To show that a recursively defined sequence by $x_1=\frac12$ and $x_{n+1}=\frac{x_n^3 + 2}{7}$ is Cauchy - How? 
Show that the sequence defined by $x_1$ = $\frac{1}{2}$ and $x_{n+1} = \frac{x_n^3 + 2}{7}$ for $n \in N$ satisfies the Cauchy criterion.

I don't understand how to go about this problem. Is it alright to show that the sequence is convergent, which would then imply it being Cauchy? or is there some way to directly get expressions in terms of the Cauchy criteria?
My observations:
All terms of the sequence are positive, and we can write $|x_{m+1}-x_{n+1}| = |\frac{x_m^3 - x_n^3}{7}|$
How do I show that for an arbitrarily chosen $\epsilon$, the expression is less than $\epsilon$ for all $m,n \ge$ some natural number $K$?
Could someone please help me with the solution, or possibly point me in the right direction? Thanks.
 A: First, show by induction that, with $x_1=1/2$, it follows that $0<x_n\leq 1/2$. Then, since $(x^3 - y^3)=(x^2+xy+y^2)(x-y)$, we find that
$$|x_{n+1}-x_{n}| = \frac{|x_n^3 - x_{n-1}^3|}{7}\leq\frac{\frac{1}{2^2} + \frac{1}{2^2}+\frac{1}{2^2}}{7} |x_{n}-x_{n-1}|=\frac{3}{28}|x_{n}-x_{n-1}|.$$
Now use the triangle inequality to estimate $|x_n-x_m|$. Can you take it from here?
A: You can prove by induction that $0<x_n< 1$ for all $n \in \mathbb N$.
The derivative of the function $f(x)=\frac{x^3+2}{7}$ is $f^\prime(x) = \frac{3}{7}x^2$. Hence $0\le f^\prime(x)\le  \frac{1}{2}$ for $0 \le x \le 1$.
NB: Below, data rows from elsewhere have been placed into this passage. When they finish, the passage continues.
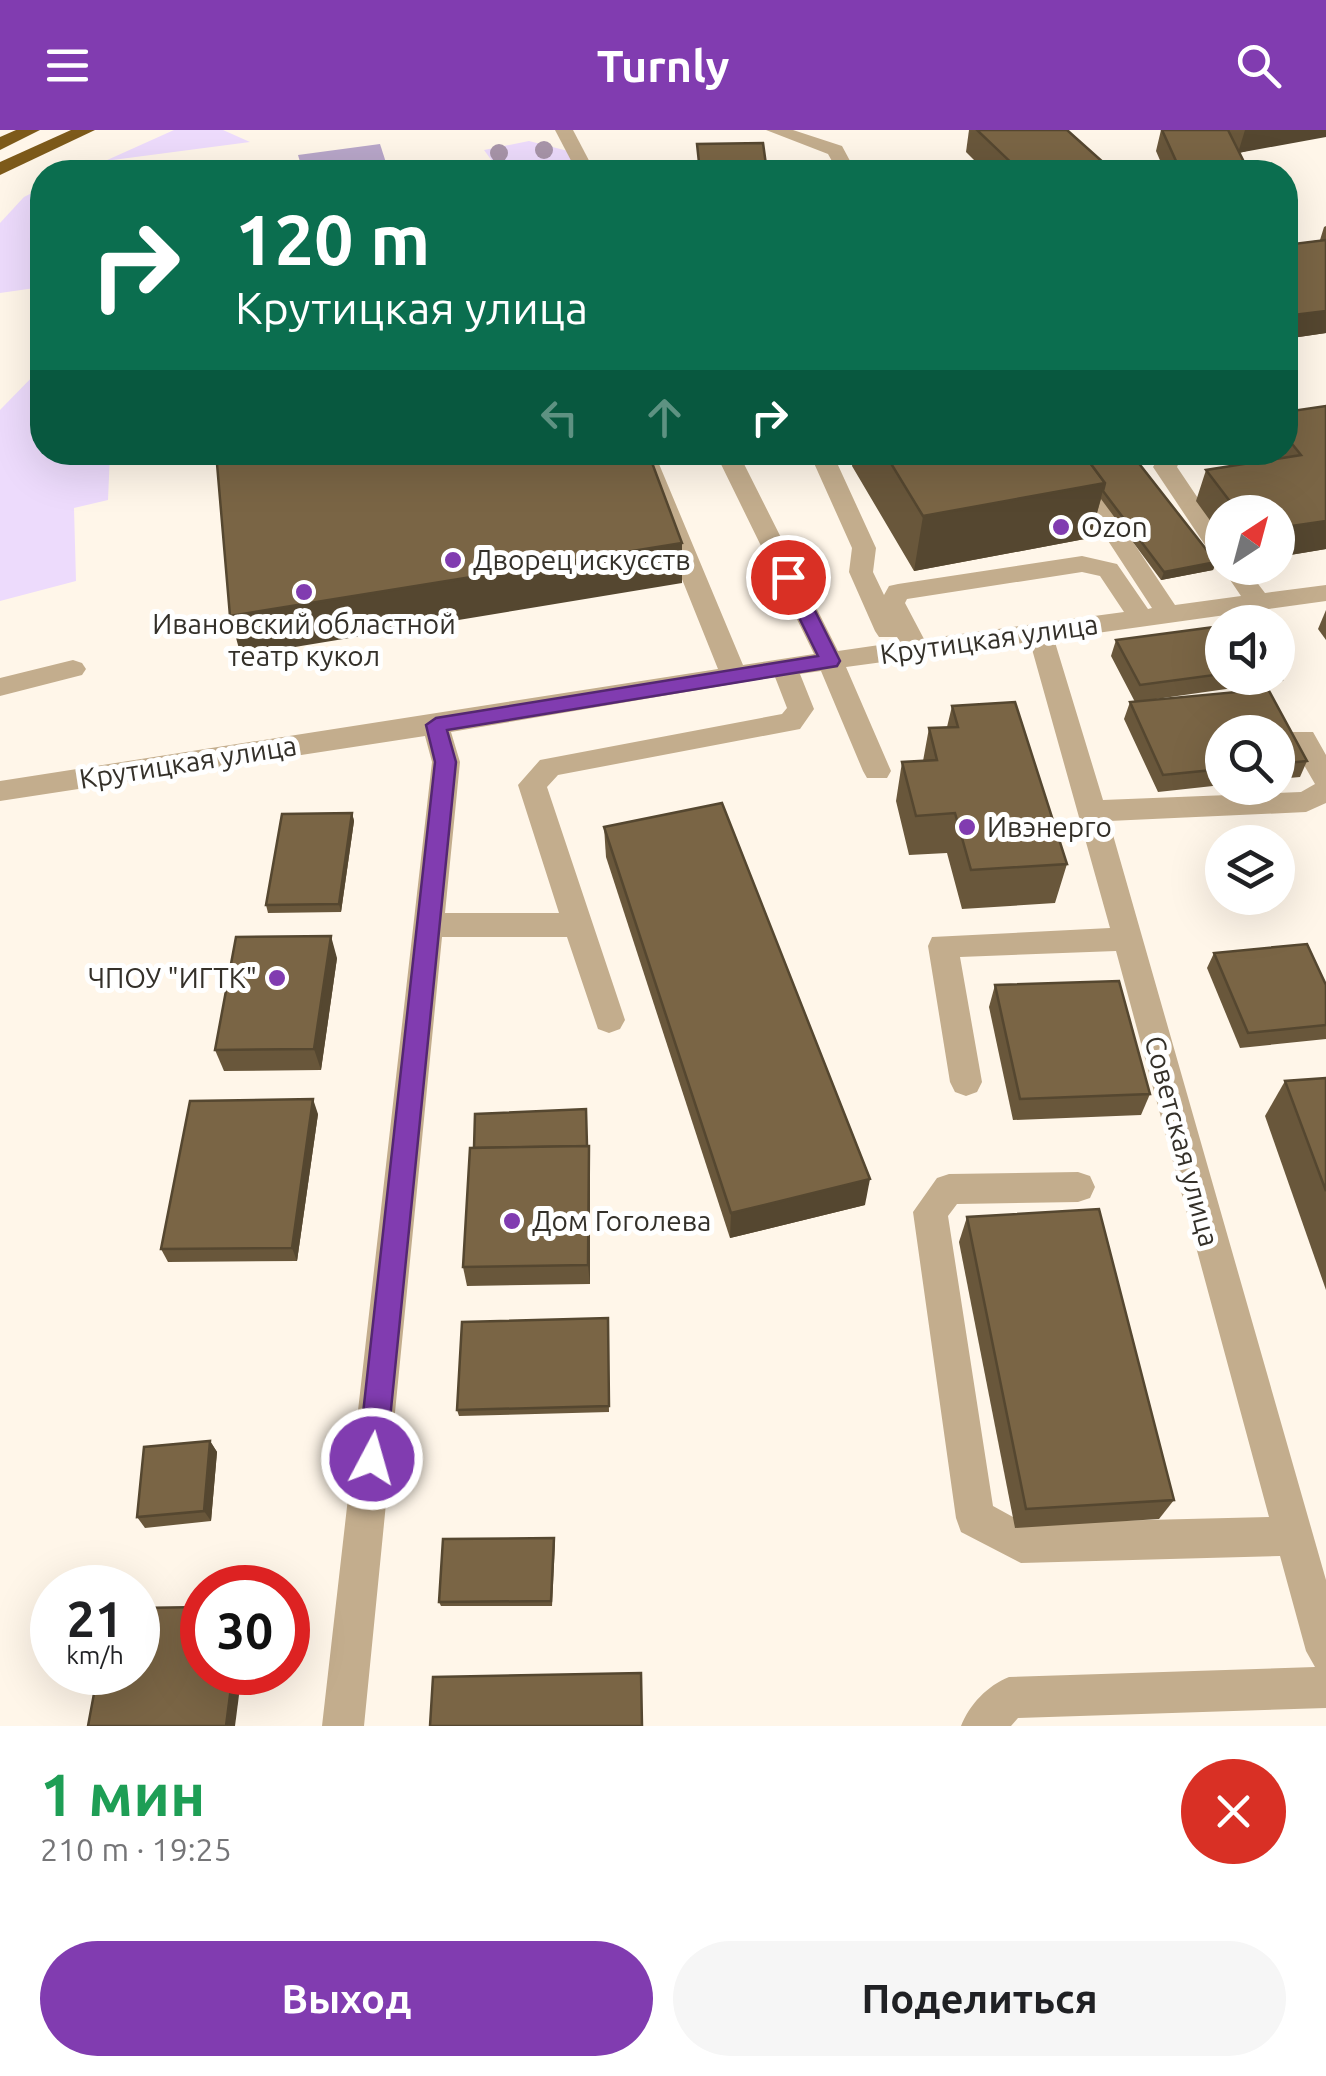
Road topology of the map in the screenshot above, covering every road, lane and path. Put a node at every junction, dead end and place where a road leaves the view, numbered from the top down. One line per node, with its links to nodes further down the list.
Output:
1 (31, 130): 5 (highway)
2 (86, 130): 8 (highway)
3 (564, 130): 6 (street)
4 (775, 130): 7 (street)
5 (0, 144)
6 (580, 160)
7 (840, 160)
8 (0, 169)
9 (647, 465): 25 (street)
10 (732, 465): 22 (street)
11 (826, 465): 21 (street)
12 (1070, 465): 18 (street)
13 (1167, 465): 14 (street)
14 (1205, 526)
15 (1246, 585): 17 (street)
16 (1326, 593): 17 (street, Крутицкая улица)
17 (1258, 602): 18 (street, Крутицкая улица)
18 (1169, 615): 19 (street, Крутицкая улица)
19 (1141, 618): 20 (street, Крутицкая улица); 21 (street)
20 (1038, 632): 21 (street, Крутицкая улица); 33 (street, Советская улица)
21 (907, 651): 22 (street, Крутицкая улица)
22 (830, 661): 23 (street, Крутицкая улица); 29 (street)
23 (784, 667): 25 (street, Крутицкая улица); 35 (street)
24 (73, 669): 26 (street)
25 (734, 675): 27 (street, Крутицкая улица)
26 (0, 687)
27 (436, 725): 31 (street, Крутицкая улица); 34 (street)
28 (1303, 739): 30 (street)
29 (876, 771)
30 (1326, 780)
31 (0, 790)
32 (1326, 790): 33 (street)
33 (1093, 811): 36 (street, Советская улица)
34 (430, 925): 35 (street); 44 (street)
35 (578, 925): 37 (street)
36 (1127, 939): 38 (street); 40 (street, Советская улица)
37 (609, 1020)
38 (966, 1082)
39 (1078, 1187): 40 (street)
40 (1294, 1536): 41 (street, Советская улица)
41 (1320, 1605): 42 (street, Советская улица)
42 (1326, 1651)
43 (1326, 1687): 45 (street)
44 (343, 1726)
45 (982, 1726)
Using the mean value theorem, you get
$$\vert f(x)-f(y) \vert \le \frac{1}{2}\vert x -y \vert$$ for $x,y \in [0,1]$.
Which leads to
$$\vert x_{n+1}-x_n \vert \le \frac{1}{2} \vert x_n - x_{n-1} \vert $$ for all $ n \in \mathbb N$.
You then conclude that the sequence is Cauchy by induction.
This is a case of a more general result when the function is a contraction mapping.
A: By induction we see that $0<x_n<1$ for all $n$. Hence $|x_{m+1}-x_m| \leq \frac  3 7 |x_m-x_{m-1}|$ (by MVT theorem for $x \to x^{3}$). This gives $|x_{m+1}-x_m| \leq (\frac 3 7)^{m-1} |x_2-x_1|$. This implies that $\sum |x_{m+1}-x_m| <\infty$. Can you take it from here?